This post is older than 2 years and might not be relevant anymore
More Info: Consider searching for newer posts

Central device claims to have Connected but no Connection event is fired on the peripheral

I'm developing a multirole device to connect to a peripheral device that we developed earlier.

The multirole device when acting as a central device it scans for the peripheral and if found it connects, then secure the connection and bond. After several successful connections, the central says that it connects to the peripheral but before being able to secure the connection or to discovery the services it disconnects.

I've enabled the logger on both devices and added logs to see the progress of the connection and the events.

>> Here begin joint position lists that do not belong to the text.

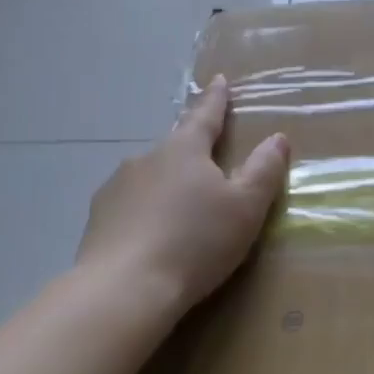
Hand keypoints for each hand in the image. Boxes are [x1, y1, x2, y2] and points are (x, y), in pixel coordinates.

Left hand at [78, 75, 288, 322]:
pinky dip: (144, 213)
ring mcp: (115, 189)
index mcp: (184, 150)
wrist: (122, 293)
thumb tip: (277, 138)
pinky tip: (152, 237)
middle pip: (176, 147)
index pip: (205, 116)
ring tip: (181, 210)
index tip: (220, 80)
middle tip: (208, 163)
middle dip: (192, 151)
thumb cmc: (195, 242)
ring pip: (150, 177)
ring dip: (167, 184)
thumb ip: (264, 170)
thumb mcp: (246, 207)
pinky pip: (130, 206)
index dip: (216, 99)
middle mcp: (146, 159)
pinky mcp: (96, 222)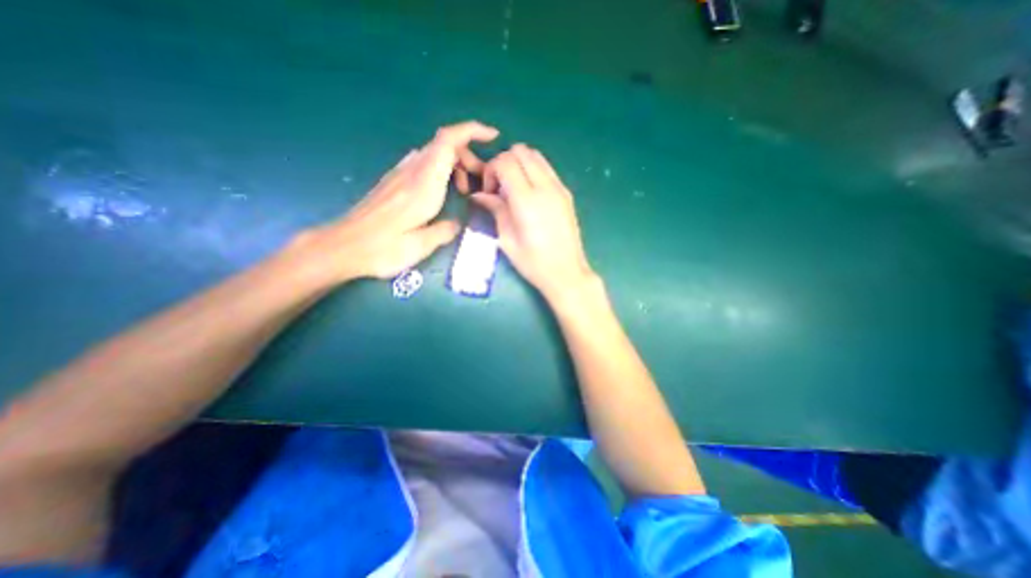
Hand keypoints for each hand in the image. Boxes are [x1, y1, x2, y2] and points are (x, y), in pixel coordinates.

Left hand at [289, 123, 500, 284]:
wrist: (342, 246)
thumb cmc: (382, 249)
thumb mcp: (420, 246)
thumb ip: (444, 231)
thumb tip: (457, 223)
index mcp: (423, 185)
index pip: (448, 142)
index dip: (472, 131)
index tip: (492, 136)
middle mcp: (411, 172)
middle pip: (444, 145)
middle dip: (469, 157)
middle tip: (481, 183)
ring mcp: (400, 174)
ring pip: (434, 154)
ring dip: (456, 164)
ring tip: (464, 191)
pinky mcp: (394, 181)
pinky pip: (424, 164)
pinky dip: (442, 170)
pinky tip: (443, 193)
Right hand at [469, 144, 592, 301]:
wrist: (567, 272)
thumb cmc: (534, 263)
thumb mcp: (507, 240)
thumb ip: (495, 210)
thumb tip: (480, 195)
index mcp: (526, 200)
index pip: (505, 161)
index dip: (491, 170)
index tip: (489, 191)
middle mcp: (545, 187)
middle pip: (520, 151)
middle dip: (504, 162)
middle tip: (499, 187)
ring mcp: (559, 188)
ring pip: (536, 155)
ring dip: (519, 164)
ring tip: (514, 189)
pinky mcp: (566, 193)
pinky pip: (547, 168)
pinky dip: (533, 170)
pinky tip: (529, 194)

I've seen that when the problem happens, the central is showing me the BLE_GAP_EVT_CONNECTED but the peripheral doesn't show anything. it's like the central device is firing a false BLE_GAP_EVT_CONNECTED event.

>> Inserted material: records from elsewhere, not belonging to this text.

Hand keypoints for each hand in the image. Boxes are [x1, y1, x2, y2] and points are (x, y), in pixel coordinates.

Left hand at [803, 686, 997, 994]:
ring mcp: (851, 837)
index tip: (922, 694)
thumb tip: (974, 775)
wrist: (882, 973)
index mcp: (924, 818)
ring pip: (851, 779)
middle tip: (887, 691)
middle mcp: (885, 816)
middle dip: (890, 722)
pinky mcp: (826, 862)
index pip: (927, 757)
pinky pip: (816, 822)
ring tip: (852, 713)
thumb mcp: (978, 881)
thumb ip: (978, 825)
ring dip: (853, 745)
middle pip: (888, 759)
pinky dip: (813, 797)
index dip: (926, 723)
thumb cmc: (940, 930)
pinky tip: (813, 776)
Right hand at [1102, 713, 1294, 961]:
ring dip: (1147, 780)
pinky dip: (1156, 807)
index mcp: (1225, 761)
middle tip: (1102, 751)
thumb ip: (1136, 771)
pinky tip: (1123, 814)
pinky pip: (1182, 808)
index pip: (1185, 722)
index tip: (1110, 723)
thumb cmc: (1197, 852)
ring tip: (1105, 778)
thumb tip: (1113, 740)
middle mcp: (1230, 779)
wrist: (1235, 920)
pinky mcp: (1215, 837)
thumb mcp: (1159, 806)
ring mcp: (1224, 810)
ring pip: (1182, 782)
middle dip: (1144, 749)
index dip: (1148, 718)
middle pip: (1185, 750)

I've tried with the scan_params.extended on and off and the behavior is the same.

I've confirmed that when connected from another central that works fine (using the phone with the nrfConnect application), the peripheral shows the events as expected.

Both devices are using the nrf52832

The peripheral is using the SDK 15.0.0 and the softdevice s132 6.0.0

The device acting as a central is using the SDK 16.0.0 and the softdevice s132 7.0.1

Parents
  • You are not writing anything about how frequently this occurs , but it is possible that the connection request packet from the central to the peripheral from time to time is lost (e.g. due to interference). In such case the central will first get an BLE_GAP_EVT_CONNECTED event, then shortly after get an BLE_GAP_EVT_DISCONNECTED event with disconnect reason BLE_HCI_CONN_FAILED_TO_BE_ESTABLISHED. 

    Best regards,
    Kenneth

  • Hello Kenneth, as I say before, the connection works fine for a while, I can turn off, turn on, disconnect, reconnect several times, then suddenly, it stops working, no more connection to that particular peripheral, I don't believe it's something regarding interference, both devices are close, is not like it sometimes connects and sometimes it fail, when the issue happens, it never connect again. However, without moving anything, just deleting bonds or doing a mass erase it starts working again. 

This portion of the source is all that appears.